Copy out the data that comes next, character for character, and leave the images aside.

Records for the exercise.
★ ★ ★ ★ ★

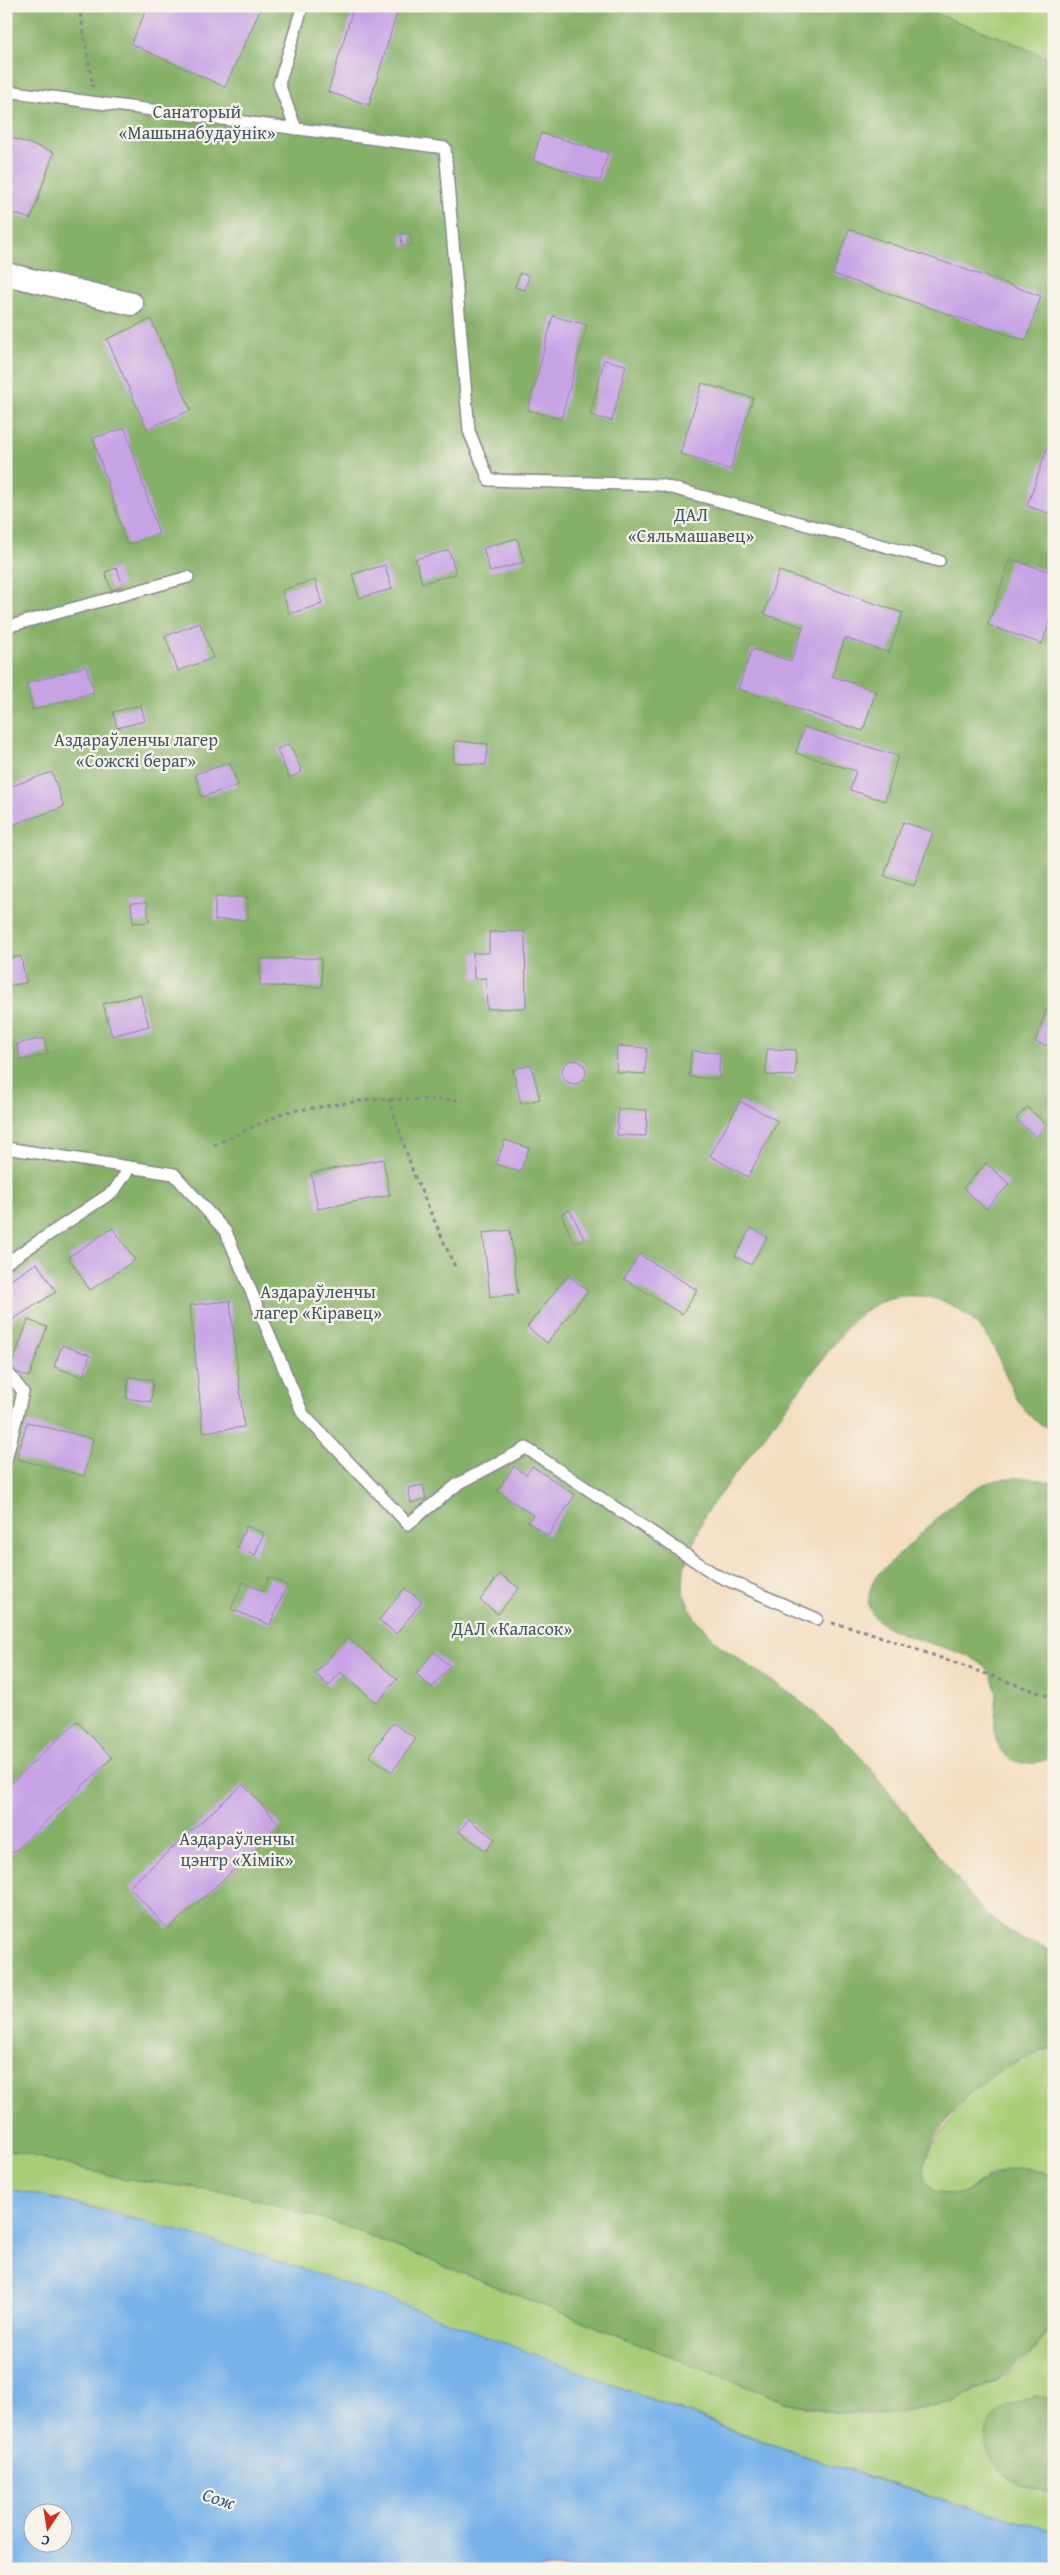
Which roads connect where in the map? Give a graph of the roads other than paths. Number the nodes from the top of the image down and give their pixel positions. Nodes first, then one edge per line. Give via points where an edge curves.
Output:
1 (305, 6) edge
2 (6, 91) edge
3 (296, 129) junction
4 (6, 274) edge
5 (132, 304) dead end
6 (939, 561) dead end
7 (188, 576) dead end
8 (6, 627) edge
9 (6, 1148) edge
10 (130, 1167) junction
11 (6, 1263) edge
12 (6, 1370) edge
13 (6, 1460) edge
14 (817, 1619) road end

1 - 3 lane via 279,84
2 - 3 lane
3 - 6 lane via 445,148 469,431 489,480 661,485
4 - 5 street
7 - 8 lane
9 - 10 lane
10 - 11 lane via 114,1191
10 - 14 lane via 174,1174 226,1232 303,1414 408,1524 458,1484 526,1448 716,1575
12 - 13 lane via 23,1392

★ ★ ★ ★ ★

Response to the exercise.
Which roads connect where in the map? Give a graph of the roads other than paths. Number the nodes from the top of the image down and give their pixel positions. Nodes first, then one edge per line. Give via points where an edge curves.
Output:
1 (305, 6) edge
2 (6, 91) edge
3 (296, 129) junction
4 (6, 274) edge
5 (132, 304) dead end
6 (939, 561) dead end
7 (188, 576) dead end
8 (6, 627) edge
9 (6, 1148) edge
10 (130, 1167) junction
11 (6, 1263) edge
12 (6, 1370) edge
13 (6, 1460) edge
14 (817, 1619) road end

1 - 3 lane via 279,84
2 - 3 lane
3 - 6 lane via 445,148 469,431 489,480 661,485
4 - 5 street
7 - 8 lane
9 - 10 lane
10 - 11 lane via 114,1191
10 - 14 lane via 174,1174 226,1232 303,1414 408,1524 458,1484 526,1448 716,1575
12 - 13 lane via 23,1392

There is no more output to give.